3. Study Area and Data Sets

3.1. Study Area

Figure 2 shows our study area in the cylindrical equal area map projection. It locates in the central United States, covering parts of the states of Oklahoma, Arkansas, Kansas, Missouri, and Iowa. As a part of the Great Plains, the landform of the study area is characterized by a broad expanse of flat land. It has semi-arid continental climate, cold in the winter and hot in the summer. The dominant land covers include prairie, steppe, and grassland. There are also croplands in this study area.

3.2. MODIS ET Products

MODIS global ET dataset (MOD16A2) within five tiles of h09v05, h10v04, h10v05, h11v04, and h11v05 during 2015 to 2018 were used in this study. The MOD16A2 has a spatial resolution of 500 m and a temporal resolution of 8 days. There are four main data sets in the MOD16A2 product i.e., ET, PET, LE, and PLE. It should be noted that the ET and PET are the summation of 8-day total ET (kg/m²/8day), whereas the LE and PLE are the average total energy over a unit area for a unit day during the composite 8-day period (J/m²/day). Therefore, two LEEs can be calculated from MOD16A2, respectively, by ET/PET and LE/PLE.

3.3. SMAP Soil Moisture Products

SMAP SM products by L-band passive radiometer were used in this study. Specifically, the level 3 daily composite SM product, SMAP L3 Radiometer Global Daily 36 km EASE-Grid Soil Moisture (SPL3SMP) is the primary variable to be downscaled. Since September 2015, many versions of the SPL3SMP products have been produced. For this study, we used the latest version, Version 6 with Composite Release ID of R16510.
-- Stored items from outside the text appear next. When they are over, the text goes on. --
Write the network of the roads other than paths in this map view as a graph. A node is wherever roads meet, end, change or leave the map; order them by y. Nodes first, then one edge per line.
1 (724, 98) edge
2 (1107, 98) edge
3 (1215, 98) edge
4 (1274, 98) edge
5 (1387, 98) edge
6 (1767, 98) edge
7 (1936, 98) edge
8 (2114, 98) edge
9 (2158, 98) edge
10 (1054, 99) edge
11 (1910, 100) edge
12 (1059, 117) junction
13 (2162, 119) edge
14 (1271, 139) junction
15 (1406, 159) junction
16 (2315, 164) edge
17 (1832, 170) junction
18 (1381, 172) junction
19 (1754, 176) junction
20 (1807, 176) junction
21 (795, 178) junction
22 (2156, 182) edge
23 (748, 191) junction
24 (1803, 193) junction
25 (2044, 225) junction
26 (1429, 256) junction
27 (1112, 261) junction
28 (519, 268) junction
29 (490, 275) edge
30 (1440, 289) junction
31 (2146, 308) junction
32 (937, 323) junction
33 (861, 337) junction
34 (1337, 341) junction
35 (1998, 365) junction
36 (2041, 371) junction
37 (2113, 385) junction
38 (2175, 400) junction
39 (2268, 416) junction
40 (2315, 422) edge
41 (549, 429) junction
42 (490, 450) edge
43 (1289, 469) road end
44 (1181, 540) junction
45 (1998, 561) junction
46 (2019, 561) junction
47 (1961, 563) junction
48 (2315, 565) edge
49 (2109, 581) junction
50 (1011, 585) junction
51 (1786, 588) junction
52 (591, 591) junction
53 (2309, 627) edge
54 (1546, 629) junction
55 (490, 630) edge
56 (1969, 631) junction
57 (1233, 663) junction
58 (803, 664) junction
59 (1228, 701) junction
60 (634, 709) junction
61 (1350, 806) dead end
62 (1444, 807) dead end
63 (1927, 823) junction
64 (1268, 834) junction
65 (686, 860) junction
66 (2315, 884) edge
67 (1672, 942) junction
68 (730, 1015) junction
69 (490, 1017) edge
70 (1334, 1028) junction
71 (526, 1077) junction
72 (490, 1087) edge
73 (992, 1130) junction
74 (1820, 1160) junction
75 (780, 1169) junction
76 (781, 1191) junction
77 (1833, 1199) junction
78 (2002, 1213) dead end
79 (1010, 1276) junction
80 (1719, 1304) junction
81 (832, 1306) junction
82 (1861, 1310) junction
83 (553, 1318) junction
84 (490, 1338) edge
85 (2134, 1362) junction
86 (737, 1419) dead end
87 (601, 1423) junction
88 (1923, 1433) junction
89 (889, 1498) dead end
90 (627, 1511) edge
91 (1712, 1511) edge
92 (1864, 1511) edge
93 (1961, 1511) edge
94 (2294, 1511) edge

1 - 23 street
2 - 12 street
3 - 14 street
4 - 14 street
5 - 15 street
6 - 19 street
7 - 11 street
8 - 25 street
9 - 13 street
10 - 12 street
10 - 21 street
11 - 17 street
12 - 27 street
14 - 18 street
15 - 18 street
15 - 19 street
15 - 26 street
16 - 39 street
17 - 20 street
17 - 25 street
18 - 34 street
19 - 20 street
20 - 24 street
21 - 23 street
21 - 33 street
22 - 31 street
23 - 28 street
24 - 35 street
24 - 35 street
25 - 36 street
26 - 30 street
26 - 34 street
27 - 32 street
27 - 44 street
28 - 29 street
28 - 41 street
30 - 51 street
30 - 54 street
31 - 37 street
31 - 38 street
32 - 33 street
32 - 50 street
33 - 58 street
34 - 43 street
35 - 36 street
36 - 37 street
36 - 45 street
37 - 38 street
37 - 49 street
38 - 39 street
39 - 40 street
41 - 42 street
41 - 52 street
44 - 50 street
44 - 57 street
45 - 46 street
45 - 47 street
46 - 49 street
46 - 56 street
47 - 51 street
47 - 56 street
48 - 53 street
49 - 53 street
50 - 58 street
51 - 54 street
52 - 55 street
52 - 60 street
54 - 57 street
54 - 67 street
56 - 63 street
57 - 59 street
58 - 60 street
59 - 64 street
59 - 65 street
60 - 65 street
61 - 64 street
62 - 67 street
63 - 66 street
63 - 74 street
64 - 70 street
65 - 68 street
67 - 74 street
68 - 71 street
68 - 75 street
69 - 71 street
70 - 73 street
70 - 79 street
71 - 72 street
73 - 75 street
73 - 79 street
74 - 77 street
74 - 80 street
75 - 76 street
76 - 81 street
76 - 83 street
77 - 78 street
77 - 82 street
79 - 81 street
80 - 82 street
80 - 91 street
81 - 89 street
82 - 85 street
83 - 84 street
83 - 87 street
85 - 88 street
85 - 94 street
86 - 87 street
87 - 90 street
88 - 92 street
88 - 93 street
There are SM at A.M. and P.M in each SPL3SMP product. In this study, the SM at A.M. was selected. For the SM at A.M data, a level 2 data point acquired closest to 6:00 A.M. local solar time for a given grid cell will make its way to the final level 3 product; other “late-coming” data points are ignored [15]. All the collected SPL3SMP products were converted to daily SM data at the spatial resolution of 36 km in the WGS_1984_EASE_Grid_Global projection.

3.4. Gridded Meteorological Data

A gridded meteorological dataset GRIDMET [43] was selected because it contains the climate variables RH and T_max that were required by our barren module. GRIDMET contains daily moderate spatial resolution (nominal ~4 km, 1/24th degree) surface meteorological data, covering the contiguous US since 1979. The GRIDMET has been validated against an extensive network of weather stations. Median correlations for T_max is estimated to be 0.94–0.95, with a median mean absolute error (MAE) of 1.7–2.3 °C. Humidity has a median correlation value of 0.81 and median MAE of 6–12% [43].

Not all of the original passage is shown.